What the task asks:
Tell me how many lines in the entries below contain the word "Milstein"; reply with the number and nothing else.

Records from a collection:
○ ○ ○ ○ ○ ○ ○

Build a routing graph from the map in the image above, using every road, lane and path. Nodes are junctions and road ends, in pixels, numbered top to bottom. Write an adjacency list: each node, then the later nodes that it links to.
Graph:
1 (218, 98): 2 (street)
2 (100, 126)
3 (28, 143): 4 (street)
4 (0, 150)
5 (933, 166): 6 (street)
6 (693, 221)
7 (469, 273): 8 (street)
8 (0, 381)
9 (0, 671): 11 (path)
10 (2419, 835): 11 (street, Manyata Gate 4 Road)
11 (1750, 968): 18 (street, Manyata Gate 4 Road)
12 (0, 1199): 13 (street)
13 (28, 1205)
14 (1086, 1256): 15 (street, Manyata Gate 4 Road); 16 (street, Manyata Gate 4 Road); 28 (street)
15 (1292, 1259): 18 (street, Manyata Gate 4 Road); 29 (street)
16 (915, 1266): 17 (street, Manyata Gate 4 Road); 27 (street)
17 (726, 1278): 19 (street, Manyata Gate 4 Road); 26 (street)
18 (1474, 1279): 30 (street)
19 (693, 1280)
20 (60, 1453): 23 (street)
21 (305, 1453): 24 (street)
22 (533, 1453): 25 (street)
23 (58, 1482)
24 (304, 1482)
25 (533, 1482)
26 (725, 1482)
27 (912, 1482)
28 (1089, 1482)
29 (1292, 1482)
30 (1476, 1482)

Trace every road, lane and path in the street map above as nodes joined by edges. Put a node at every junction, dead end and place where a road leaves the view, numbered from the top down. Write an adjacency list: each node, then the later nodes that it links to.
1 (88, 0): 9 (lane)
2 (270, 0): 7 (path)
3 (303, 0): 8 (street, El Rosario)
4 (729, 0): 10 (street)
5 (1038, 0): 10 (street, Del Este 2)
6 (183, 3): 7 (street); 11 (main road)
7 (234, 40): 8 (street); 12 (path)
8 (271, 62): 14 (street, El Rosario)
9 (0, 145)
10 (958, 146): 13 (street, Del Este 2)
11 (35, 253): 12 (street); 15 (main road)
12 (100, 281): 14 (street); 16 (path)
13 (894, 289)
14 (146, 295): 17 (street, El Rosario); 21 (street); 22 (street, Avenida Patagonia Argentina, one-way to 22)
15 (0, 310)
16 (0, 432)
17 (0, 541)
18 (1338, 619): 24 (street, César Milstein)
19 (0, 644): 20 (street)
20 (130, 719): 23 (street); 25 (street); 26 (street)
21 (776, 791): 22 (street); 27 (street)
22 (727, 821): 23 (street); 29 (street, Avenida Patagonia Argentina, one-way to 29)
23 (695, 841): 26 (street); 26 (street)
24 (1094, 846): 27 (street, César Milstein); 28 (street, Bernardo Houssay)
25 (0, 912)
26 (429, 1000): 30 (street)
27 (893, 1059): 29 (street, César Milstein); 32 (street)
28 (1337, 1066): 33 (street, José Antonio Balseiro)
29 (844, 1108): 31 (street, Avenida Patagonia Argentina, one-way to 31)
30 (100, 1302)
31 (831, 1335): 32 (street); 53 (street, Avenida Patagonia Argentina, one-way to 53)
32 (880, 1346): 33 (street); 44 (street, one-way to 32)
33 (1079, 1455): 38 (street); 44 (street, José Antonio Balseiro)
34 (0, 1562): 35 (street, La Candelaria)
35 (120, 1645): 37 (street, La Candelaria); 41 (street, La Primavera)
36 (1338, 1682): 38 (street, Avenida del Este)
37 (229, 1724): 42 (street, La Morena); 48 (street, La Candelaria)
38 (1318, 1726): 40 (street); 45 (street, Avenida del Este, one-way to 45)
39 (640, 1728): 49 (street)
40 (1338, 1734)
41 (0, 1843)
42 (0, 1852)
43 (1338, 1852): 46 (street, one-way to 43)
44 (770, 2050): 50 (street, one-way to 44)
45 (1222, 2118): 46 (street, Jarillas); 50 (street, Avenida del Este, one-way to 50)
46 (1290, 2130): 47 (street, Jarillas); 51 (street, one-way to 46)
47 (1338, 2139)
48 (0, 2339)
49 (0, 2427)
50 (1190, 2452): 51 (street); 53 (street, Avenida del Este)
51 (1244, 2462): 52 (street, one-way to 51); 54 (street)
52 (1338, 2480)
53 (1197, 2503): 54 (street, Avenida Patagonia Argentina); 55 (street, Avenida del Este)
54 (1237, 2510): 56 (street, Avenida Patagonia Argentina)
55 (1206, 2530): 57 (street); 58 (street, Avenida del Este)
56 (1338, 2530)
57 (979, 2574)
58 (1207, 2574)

○ ○ ○ ○ ○ ○ ○

Solution for this problem:
3